Na terça­feira à noite, o presidente do Senado, Renan Calheiros (PMDB), devolveu a medida provisória
(MP) que altera as regras de desoneração da folha de pagamentos. A reação do governo foi enviar à
Câmara dos Deputados um projeto de lei, com o mesmo conteúdo, com urgência constitucional. “Ao se
alterar de medida provisória para projeto de lei, a cobrança das novas alíquotas terá de esperar pelo
menos 90 dias. Dessa forma, o efeito final da medida será bem inferior ao projetado pela equipe
econômica, ou seja, R$ 5,8 bilhões neste ano”, avaliou Marco Aurélio Barbosa, da CM Capital Markets, em
relatório a clientes.
Além disso, os integrantes da agência de classificação de risco Standard & Poor’s se reuniram ontem
com representantes dos ministérios da Fazenda e Planejamento. Isso acabou aumentando os rumores
sobre a possibilidade de o país perder o grau de investimento.
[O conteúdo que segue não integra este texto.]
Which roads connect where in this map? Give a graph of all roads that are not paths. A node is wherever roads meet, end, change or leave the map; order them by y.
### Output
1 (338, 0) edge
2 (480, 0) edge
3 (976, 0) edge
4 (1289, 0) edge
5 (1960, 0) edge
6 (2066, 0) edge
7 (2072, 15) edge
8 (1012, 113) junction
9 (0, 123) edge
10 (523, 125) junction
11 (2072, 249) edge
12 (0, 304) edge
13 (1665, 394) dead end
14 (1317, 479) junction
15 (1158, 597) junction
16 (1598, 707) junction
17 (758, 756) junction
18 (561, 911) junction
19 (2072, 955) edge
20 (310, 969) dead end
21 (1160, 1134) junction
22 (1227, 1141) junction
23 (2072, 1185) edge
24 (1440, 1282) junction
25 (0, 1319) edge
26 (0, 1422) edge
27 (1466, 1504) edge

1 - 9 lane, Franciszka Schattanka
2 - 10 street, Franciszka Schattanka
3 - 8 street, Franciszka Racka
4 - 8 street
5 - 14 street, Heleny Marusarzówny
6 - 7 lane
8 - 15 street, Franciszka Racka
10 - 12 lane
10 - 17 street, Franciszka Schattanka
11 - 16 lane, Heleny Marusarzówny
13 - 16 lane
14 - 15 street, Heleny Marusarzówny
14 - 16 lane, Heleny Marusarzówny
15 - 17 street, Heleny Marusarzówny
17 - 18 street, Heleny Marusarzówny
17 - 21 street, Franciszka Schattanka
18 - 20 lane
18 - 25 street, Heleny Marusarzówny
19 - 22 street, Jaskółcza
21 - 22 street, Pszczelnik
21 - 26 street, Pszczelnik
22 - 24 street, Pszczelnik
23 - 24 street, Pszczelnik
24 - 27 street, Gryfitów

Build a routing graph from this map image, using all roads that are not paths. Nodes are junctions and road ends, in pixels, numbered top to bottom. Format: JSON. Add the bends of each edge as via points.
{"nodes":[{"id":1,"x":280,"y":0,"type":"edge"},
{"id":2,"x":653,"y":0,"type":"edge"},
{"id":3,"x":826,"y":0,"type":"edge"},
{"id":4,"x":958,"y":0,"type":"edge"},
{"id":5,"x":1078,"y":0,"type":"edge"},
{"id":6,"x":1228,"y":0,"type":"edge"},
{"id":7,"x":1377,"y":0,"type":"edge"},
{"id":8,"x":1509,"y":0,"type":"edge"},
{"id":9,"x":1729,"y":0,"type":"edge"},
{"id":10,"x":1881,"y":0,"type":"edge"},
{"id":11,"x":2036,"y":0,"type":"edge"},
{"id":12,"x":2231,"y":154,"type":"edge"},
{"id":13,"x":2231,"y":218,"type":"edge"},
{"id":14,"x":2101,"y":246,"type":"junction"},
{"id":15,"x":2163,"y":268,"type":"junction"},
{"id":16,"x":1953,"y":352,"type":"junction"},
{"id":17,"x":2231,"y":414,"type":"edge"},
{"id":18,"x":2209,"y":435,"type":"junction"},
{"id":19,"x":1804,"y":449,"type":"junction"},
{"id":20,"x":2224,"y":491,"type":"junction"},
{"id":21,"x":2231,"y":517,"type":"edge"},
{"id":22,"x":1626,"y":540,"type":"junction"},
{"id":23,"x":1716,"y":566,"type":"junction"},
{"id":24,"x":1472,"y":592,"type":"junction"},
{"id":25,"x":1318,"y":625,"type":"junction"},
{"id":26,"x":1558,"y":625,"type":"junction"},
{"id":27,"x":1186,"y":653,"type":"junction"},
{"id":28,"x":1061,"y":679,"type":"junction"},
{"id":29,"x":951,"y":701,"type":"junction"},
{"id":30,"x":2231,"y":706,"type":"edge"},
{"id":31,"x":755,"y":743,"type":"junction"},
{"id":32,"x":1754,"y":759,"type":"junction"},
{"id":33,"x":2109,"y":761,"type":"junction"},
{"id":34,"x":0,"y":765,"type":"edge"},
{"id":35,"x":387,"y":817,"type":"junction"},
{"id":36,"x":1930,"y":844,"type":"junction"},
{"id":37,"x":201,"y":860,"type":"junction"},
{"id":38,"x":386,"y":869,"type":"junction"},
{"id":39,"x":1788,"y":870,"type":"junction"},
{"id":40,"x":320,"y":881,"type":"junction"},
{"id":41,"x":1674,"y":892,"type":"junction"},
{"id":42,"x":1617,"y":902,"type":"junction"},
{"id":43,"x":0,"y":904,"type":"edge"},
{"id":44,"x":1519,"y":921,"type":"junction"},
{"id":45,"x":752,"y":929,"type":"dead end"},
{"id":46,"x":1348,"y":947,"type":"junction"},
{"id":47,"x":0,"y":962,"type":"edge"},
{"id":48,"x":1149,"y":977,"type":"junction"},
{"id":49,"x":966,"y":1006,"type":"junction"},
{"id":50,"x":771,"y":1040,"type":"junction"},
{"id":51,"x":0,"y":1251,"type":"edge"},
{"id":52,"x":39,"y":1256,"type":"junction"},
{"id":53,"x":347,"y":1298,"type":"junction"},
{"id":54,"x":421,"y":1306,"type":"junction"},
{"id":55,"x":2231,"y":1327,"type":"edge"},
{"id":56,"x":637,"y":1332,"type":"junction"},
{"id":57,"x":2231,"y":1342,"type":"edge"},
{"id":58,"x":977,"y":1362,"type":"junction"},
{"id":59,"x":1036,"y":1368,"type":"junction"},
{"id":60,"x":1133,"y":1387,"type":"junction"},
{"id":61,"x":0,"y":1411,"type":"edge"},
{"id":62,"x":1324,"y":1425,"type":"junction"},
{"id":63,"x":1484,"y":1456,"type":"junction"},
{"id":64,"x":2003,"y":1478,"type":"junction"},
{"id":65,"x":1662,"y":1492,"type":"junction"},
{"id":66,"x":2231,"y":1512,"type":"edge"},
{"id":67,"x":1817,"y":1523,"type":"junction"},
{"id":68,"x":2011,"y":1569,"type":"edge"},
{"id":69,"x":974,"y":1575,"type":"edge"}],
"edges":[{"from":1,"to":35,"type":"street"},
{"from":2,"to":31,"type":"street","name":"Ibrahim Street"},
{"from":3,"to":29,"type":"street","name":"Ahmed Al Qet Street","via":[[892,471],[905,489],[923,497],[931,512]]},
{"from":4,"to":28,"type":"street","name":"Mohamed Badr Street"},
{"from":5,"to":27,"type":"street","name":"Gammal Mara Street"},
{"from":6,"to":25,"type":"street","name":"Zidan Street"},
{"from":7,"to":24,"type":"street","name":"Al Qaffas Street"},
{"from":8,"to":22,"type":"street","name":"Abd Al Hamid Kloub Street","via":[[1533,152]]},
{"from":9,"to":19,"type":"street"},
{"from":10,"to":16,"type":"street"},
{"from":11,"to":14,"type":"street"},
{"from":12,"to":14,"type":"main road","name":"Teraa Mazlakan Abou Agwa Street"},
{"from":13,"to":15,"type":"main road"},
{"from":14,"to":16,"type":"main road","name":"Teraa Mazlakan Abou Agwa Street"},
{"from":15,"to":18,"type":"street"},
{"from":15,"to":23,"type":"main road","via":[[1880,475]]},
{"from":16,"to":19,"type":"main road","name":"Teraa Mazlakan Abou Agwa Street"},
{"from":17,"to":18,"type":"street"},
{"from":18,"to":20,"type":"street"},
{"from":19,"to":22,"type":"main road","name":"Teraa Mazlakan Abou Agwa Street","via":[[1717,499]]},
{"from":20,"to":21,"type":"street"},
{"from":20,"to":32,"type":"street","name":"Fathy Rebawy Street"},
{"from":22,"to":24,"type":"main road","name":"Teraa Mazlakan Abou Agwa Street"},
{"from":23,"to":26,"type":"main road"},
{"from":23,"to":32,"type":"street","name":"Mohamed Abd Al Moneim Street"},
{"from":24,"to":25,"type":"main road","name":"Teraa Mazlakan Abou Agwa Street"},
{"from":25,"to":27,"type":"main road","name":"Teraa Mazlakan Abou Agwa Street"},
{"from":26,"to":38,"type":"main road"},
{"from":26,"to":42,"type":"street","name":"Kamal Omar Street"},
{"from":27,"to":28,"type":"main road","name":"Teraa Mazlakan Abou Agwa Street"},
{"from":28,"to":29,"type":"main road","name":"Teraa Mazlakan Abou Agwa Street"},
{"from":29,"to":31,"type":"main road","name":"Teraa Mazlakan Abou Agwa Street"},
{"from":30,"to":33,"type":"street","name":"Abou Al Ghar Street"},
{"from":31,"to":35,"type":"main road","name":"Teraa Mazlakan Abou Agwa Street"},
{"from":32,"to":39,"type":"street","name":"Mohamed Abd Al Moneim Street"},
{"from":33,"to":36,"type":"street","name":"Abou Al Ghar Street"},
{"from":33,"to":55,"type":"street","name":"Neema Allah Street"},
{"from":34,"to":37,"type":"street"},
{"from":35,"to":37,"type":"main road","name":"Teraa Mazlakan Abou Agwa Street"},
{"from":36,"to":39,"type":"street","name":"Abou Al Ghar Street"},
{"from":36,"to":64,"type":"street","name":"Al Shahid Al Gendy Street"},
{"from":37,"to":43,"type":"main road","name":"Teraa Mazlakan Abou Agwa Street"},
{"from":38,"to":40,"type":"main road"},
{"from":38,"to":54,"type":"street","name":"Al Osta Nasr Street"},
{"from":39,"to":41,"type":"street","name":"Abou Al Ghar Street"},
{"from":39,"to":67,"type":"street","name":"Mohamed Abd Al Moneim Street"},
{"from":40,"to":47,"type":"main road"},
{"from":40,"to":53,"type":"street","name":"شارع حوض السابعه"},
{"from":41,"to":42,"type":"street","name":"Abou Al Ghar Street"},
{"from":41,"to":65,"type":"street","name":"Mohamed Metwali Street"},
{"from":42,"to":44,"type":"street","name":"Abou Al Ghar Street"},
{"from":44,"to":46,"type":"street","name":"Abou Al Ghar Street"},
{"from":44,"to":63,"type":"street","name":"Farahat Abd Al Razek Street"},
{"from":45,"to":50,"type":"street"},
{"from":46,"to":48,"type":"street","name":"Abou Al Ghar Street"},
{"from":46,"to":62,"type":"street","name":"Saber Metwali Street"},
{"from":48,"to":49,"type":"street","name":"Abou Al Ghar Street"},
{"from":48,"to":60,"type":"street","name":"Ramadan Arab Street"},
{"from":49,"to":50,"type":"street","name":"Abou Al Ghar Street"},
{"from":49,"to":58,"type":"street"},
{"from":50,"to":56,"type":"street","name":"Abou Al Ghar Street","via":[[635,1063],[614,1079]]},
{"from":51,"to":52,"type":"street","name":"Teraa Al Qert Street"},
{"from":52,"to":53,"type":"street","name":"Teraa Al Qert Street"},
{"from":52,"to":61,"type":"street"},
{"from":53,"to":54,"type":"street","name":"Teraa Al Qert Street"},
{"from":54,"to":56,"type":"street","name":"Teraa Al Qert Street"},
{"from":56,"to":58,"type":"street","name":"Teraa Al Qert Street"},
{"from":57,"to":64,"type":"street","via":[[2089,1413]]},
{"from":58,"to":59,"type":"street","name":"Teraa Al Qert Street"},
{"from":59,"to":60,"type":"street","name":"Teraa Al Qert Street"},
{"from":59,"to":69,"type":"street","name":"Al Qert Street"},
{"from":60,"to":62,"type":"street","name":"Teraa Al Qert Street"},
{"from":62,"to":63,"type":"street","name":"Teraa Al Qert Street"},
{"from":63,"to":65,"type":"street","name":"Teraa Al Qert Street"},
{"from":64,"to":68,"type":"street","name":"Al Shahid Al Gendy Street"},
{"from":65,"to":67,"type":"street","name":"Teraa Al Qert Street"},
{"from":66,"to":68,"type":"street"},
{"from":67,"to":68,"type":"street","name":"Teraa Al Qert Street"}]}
— Ontem houve um clima mais de pânico, por isso esse movimento de desvalorização da moeda
brasileira. Se o governo não conseguir aprovar as MPs do ajuste fiscal, pode gerar uma crise mais forte —
explicou Raphael Figueredo, analista da Clear Corretora.
Na abertura dos negócios, chegaram a circular rumores de que o ministro da Fazenda, Joaquim Levy,
teria pedido para deixar o cargo — todos negados pelo Palácio do Planalto.
PREOCUPAÇÃO COM OS DADOS DOS EUA
Outro fator que tem contribuído para a desvalorização do real é a expectativa em relação aos novos
dados da economia americana, que podem mostrar um aquecimento ainda maior no mercado de trabalho
— um indicador acompanhado com lupa pelo Federal Reserve (Fed, o banco central americano). O índice
de desemprego de fevereiro será divulgado amanhã. Se houver melhora nos dados de emprego, aumenta
a chance de a alta de juros nos Estados Unidos ser antecipada. Atualmente, o juro básico do país está
próximo de zero. A elevação dessa taxa atrairia para os EUA investidores externos, que deixariam os
mercados emergentes, pressionando mais a cotação do dólar.
Os negócios na Bolsa de Valores de São Paulo (Bovespa) também refletiram as tensões do cenário
político brasileiro. Os papéis preferenciais (PN, sem direito a voto) da Petrobras caíram 4,06%, cotados a
R$ 9,21, enquanto os ordinários (ON, com voto) recuaram 3,78%, a R$ 9,15. Também tiveram queda
significativa as ações da Vale. As PN tiveram desvalorização de 2,32%, e as ON, de 1,92%. Os bancos, que
têm maior peso na composição do Ibovespa, também operaram em terreno negativo. Os papéis PN do
Itaú recuaram 0,87%, e os do Bradesco caíram 2,07%. No caso do Banco do Brasil, a queda foi de 5,03%.
Na contramão desse movimento, as ações das empresas de papel e celulose fecharam em forte alta.
Isso se deve ao fato de essas companhias se beneficiarem da valorização do dólar. Os papéis da Suzano
subiram 3,20%, enquanto os da Fibria avançaram 3,49%.
— Se tem um setor que está bem é o de papel e celulose, devido à alta do dólar. Não tem crise com a
moeda nesse patamar — disse Alan Oliveira, analista da Futura Invest.
FLUXO CAMBIAL VOLTA AO VERMELHO
Já o fluxo cambial, que é a diferença entre os ingressos e as saídas de dólares do país, voltou a ficar
negativo em fevereiro, em US$ 1,142 bilhão. Em janeiro, havia ficado positivo em US$ 3,9 bilhões. Com
isso, o saldo acumulado nos dois primeiros meses do ano ficou no vermelho em US$ 245,868 milhões.
Segundo o Banco Central, as transações comerciais entraram na conta com um superávit de US$
567,5 milhões, com exportações em US$ 12,379 bilhões e importações de US$ 11,812 bilhões. Já as
operações financeiras — que reúnem, entre outros, investimentos estrangeiros diretos e em carteira,
remessas de lucros e dividendos e pagamento de juros — ficaram negativas em US$ 1,856 bilhão.